The judo school that replied and looked like the best was the team that trained in the Movistar Arena. Deep in the bowels of the arena, the school had a huge, rhomboid-shaped room, with a floating floor and world-class mats. I had been invited to attend training on Tuesdays and Thursdays. I figured out pretty quick that this was the Colombian National Judo Team, and Tuesdays and Thursdays were their technique training nights; it was good training. After two weeks, I was invited to train on Mondays, Wednesdays, and Fridays as well. I figured out pretty quick that these were the conditioning, hard-fighting training sessions. Amongst the team, the judoka that had competed in the Pan American Games or the Olympics kept the competition numbers on large patches sewn to the back of their gi’s. The number of elite competitors was impressive. The training was outstanding.

Sensei Morales was a force of nature. Most people think of martial arts aficionados as “Black Belts.” True, as far as it goes. First degree black belts have proven enough proficiency to earn a voice in the conversation, a seat at the table. Moving up through the degrees, though, required truly mastering the art and the ethos and then successfully teaching the same. Black belts entrusted to teaching the art are called “sensei,” meaning “teacher.” A ninth degree judo “black belt” actually wears a red and white belt. A tenth degree “black belt” actually wears a belt of pure red, and is addressed as “O Sensei,” “The Teacher.” Sensei Morales wore a barber pole-striped belt.
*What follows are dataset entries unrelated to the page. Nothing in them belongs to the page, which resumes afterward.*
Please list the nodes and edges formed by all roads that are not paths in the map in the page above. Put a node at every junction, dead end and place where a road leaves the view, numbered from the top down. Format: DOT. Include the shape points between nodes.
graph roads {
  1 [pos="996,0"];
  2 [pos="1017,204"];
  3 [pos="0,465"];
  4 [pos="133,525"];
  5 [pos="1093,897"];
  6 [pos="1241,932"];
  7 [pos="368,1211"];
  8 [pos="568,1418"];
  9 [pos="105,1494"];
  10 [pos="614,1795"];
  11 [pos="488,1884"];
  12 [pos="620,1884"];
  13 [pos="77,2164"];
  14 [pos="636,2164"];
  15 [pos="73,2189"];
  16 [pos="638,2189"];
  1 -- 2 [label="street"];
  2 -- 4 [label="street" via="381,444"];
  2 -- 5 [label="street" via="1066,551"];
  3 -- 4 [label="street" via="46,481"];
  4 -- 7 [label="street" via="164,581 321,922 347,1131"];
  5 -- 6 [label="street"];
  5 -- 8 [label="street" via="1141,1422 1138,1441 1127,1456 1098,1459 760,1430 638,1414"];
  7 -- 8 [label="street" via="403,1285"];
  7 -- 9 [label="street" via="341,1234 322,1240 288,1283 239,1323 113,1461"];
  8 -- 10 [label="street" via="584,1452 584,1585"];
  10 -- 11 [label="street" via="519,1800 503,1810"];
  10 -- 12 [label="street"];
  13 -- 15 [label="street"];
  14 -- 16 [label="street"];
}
He looked like a piece of rawhide made human. Short and wiry, clipper cut salt and pepper hair. He was of mixed ethnicity. I would’ve guessed latin and oriental; maybe Colombian and Japanese? He didn’t often participate in randori, the Judo version of sparring, but when he did it was awesome and awe-inspiring. I had rolled with him twice, and each time was beneficial to my Judo. Sensei rolled and threw and submitted students in a casual way that exposed the students to their own weaknesses. His expertise was such that he could use any throw or submission that he wanted. But each of his offensive moves were done using the technique that would show a student a flaw or weakness in his game that an opponent far less proficient than Sensei Morales would be able to capitalize on. No point in guessing his age. His brush-cut hair was well-salted with grey, but he could’ve been anywhere between 40 and 65. The twisted gristle and muscle that was Sensei provided no clues as to his age, beyond “adult male, harder than woodpecker lips, going grey.”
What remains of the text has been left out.